Ironically, nobody mentions String Theory in this series, even though it follows a group of scientists studying the origins of the universe, who become obsessed with a mysterious length of cord. Somehow, it just appeared, but it appears to stretch unendingly through the forest surrounding their research institute in co-creators Dominique Rocher (director of The Night Eats the World) & Eric Forestier’s three-part French series The Rope, which premieres Thursday on Topic.

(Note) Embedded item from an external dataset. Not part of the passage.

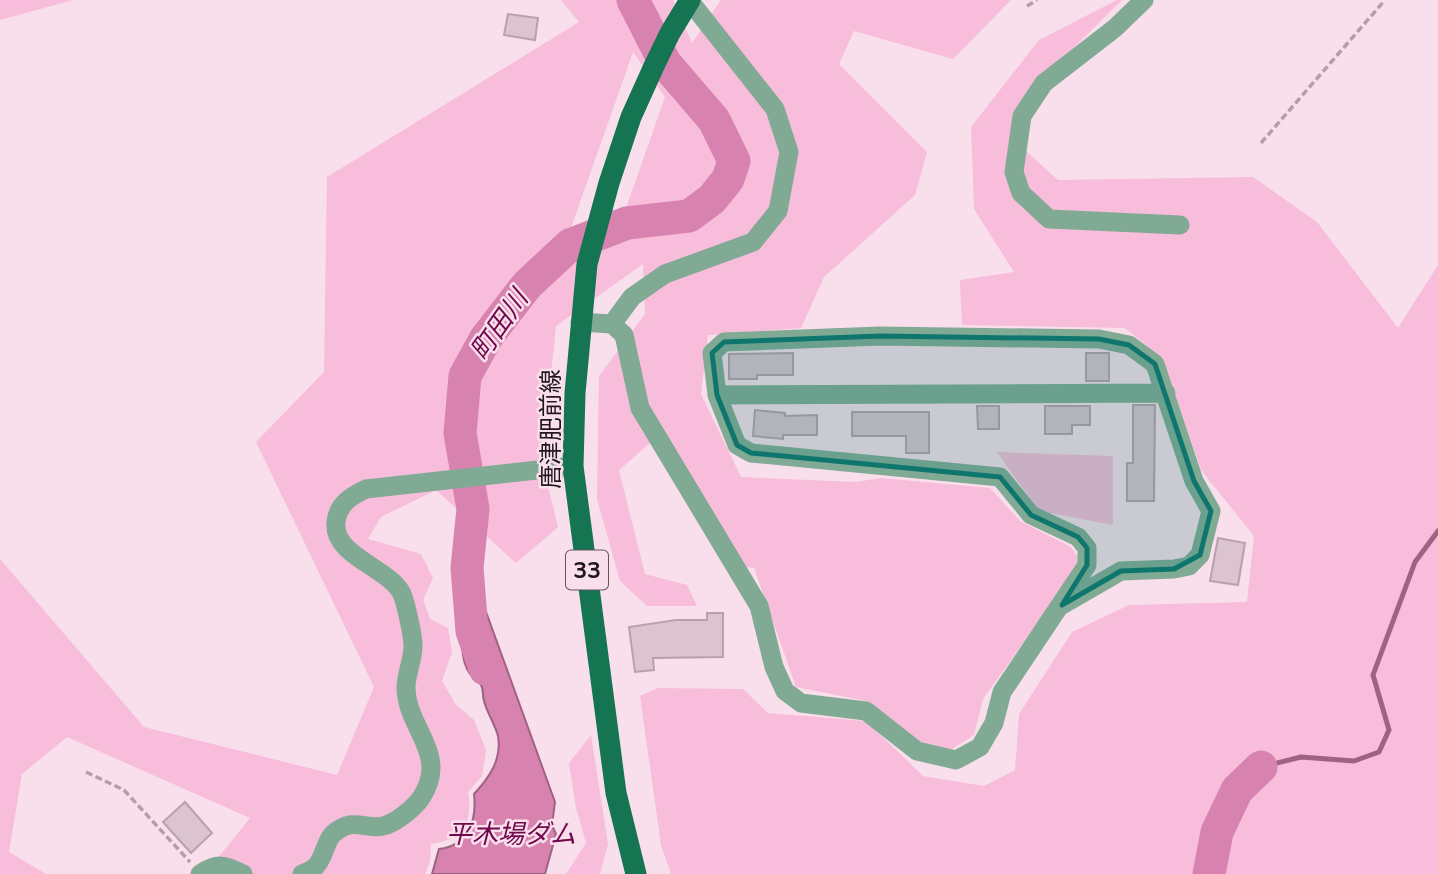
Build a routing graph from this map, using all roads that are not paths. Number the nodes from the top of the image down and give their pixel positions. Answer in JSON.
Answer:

Bernhardt Mueller is the director of a remote astronomical observatory. Its equipment is old, but still powerful and the sudden vogue of theories he and his wife Agnes hypothesized are poised to give the institute a new lease on life. Weirdly, a week before their critical “data harvesting” Serge Morel, the facility manager literally stumbles across a length of rope in the forest. Ulrik, Agnes Mueller’s colleague and secret lover, manages to bang up his leg trying to follow it, so he will not be available the next morning for Bernard’s rope-following hike. He will be the lucky one.
Days later, Mueller’s party remains unaccounted for. Of course, he and Morel managed to recruit the most angsty group possible, including terminally ill research director Sophie Rauk, Leila, an anxiety-ridden data scientist and her increasingly frustrated husband Joseph, and visiting scholar Dani Johannes, whose work explores the relationship between science and her lost religious faith. Out of all of them, Morel is the only you would want to be lost in the wild with. Yet, the rope seems to exert an obsessive hold over some of them, driving them forward, despite the risks and the dead bodies they start to encounter.
The premise of The Rope is a bit like other suddenly-in-Hell-or-Purgatory films, like the endless stairs in Black Ops, but it also shows the perspective of those not stuck in the fantastical Sisyphean situation. In fact, it is even more compelling watching Agnes and Ulrik trying to fathom the depths of the universe than Morel’s crew compulsively following the rope. Still, the contrast between the mysteries of science and the mysteries of the cosmically inexplicable distinctively bifurcates and dramatically distinguishes The Rope from its predecessors.
Jakob Cedergren (who starred in the original The Guilty) is terrific as Ulrik and Jean-Marc Barr is rock solid as Morel. Together, they dependably anchor both strands of The Rope. Planitia Kenese adds acutely human dimensions as the earnest, spiritually searching Johannes, but the notion of being stuck on a hiking trip with a moody, bickering couple, like the one played by Christa Theret and Tom Mercier, literally looks and sounds like Hell on Earth.
Regardless, the giant telescopes and the surrounding grounds also provide an intriguing setting. There is a lot below the surface in The Rope, but with only three episodes, it never gets too bogged down in extraneous melodrama or philosophical doubletalk. Highly recommended for fans of cerebral sf and fantasy, The Rope starts streaming Thursday (9/8) on Topic.